------ Records for the exercise ------
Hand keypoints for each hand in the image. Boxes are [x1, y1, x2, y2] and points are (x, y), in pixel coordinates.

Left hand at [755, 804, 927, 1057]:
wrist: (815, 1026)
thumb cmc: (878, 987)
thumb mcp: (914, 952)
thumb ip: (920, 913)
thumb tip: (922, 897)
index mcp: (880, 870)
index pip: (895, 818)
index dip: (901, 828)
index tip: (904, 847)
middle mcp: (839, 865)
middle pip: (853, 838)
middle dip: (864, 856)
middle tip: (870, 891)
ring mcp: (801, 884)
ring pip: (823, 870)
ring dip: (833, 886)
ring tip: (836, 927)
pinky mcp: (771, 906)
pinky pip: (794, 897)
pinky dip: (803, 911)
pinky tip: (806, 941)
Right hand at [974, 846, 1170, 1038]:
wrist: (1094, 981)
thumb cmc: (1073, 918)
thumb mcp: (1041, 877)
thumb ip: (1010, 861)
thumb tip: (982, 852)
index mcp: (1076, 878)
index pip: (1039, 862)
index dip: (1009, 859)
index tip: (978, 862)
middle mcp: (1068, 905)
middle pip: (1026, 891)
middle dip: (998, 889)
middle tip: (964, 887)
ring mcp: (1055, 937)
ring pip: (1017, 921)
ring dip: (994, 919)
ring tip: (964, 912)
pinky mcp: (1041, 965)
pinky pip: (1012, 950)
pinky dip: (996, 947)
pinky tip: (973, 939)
------
------ Records for the exercise ------
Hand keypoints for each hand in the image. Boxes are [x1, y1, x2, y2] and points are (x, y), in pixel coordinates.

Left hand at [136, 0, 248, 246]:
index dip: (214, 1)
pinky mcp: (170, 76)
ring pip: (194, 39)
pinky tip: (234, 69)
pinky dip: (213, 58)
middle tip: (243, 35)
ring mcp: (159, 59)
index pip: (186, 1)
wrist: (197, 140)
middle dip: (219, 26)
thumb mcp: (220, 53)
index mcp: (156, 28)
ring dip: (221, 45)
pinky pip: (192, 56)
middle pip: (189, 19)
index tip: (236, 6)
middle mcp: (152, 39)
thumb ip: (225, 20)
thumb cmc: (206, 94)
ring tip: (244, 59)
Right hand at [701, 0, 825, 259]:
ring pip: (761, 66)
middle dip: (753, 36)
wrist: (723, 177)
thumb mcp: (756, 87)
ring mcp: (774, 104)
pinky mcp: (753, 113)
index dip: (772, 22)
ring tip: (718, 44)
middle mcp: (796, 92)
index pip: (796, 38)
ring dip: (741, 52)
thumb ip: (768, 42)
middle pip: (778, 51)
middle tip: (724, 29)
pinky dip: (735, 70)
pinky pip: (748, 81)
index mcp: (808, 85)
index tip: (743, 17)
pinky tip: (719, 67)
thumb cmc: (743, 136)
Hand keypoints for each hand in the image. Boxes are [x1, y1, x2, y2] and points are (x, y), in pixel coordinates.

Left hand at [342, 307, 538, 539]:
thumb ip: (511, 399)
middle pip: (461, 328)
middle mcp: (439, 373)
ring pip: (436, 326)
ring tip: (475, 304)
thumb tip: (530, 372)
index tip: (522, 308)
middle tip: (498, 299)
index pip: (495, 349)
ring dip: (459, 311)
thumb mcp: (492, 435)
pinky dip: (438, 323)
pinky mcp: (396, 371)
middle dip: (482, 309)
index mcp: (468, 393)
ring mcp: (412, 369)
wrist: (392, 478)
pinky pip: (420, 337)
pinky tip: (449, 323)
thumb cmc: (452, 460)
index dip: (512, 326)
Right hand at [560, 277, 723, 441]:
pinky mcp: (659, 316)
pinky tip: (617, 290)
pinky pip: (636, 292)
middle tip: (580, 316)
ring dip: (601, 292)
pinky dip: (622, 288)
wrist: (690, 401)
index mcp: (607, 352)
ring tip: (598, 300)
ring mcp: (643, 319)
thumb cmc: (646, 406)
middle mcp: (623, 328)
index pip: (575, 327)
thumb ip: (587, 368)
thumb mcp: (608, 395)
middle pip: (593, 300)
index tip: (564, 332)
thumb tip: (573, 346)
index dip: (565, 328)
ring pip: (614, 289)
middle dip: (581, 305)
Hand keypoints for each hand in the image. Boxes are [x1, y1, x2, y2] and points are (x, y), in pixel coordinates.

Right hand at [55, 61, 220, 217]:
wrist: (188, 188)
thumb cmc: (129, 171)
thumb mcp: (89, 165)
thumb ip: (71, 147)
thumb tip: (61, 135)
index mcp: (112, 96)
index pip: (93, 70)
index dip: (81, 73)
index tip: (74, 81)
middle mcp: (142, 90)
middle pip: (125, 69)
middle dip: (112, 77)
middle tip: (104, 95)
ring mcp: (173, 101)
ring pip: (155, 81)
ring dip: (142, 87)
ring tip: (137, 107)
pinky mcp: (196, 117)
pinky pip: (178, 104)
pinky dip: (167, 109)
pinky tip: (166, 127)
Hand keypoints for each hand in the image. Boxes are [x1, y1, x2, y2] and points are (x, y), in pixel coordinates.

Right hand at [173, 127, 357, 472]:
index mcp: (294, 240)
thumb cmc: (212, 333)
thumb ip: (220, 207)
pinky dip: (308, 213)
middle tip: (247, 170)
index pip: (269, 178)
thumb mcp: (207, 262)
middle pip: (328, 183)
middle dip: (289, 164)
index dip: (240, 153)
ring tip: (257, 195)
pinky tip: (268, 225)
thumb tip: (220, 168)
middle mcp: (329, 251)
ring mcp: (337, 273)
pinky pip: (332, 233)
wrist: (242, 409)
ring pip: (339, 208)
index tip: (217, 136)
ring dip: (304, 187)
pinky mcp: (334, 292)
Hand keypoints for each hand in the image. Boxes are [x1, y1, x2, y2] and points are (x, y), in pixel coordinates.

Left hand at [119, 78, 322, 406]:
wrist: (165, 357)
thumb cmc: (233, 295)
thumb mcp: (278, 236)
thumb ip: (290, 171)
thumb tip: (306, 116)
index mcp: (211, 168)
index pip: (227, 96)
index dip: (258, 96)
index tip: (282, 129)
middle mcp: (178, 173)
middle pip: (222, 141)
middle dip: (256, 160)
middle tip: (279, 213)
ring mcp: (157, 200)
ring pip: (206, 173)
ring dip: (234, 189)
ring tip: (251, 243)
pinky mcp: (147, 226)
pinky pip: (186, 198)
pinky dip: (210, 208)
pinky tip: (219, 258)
------
------ Records for the exercise ------
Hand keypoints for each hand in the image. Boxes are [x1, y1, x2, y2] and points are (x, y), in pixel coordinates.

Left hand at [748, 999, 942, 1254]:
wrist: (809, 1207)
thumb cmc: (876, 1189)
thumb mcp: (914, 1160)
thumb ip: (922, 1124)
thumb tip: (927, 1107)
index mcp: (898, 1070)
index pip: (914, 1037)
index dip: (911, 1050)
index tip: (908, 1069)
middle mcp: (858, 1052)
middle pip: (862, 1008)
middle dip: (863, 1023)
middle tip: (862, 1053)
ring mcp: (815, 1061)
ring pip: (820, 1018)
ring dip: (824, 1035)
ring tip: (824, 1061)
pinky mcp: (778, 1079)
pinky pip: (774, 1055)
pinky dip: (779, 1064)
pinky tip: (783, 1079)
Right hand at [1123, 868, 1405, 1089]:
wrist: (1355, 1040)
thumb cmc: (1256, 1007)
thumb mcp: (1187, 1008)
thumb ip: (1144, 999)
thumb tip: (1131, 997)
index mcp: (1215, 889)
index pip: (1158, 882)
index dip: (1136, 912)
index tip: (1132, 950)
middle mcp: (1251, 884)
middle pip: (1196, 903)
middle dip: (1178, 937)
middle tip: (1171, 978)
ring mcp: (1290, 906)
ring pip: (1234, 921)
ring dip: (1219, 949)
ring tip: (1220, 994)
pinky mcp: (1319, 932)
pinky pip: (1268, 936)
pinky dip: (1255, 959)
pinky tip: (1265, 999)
------
▶ _Try it_: Each line of the data in which the string "Left" appears needs to be copied.

▶ _Solution to the problem_:
Left hand at [755, 804, 927, 1057]:
Left hand at [136, 0, 248, 246]:
Left hand at [342, 307, 538, 539]:
Left hand at [119, 78, 322, 406]:
Left hand at [748, 999, 942, 1254]:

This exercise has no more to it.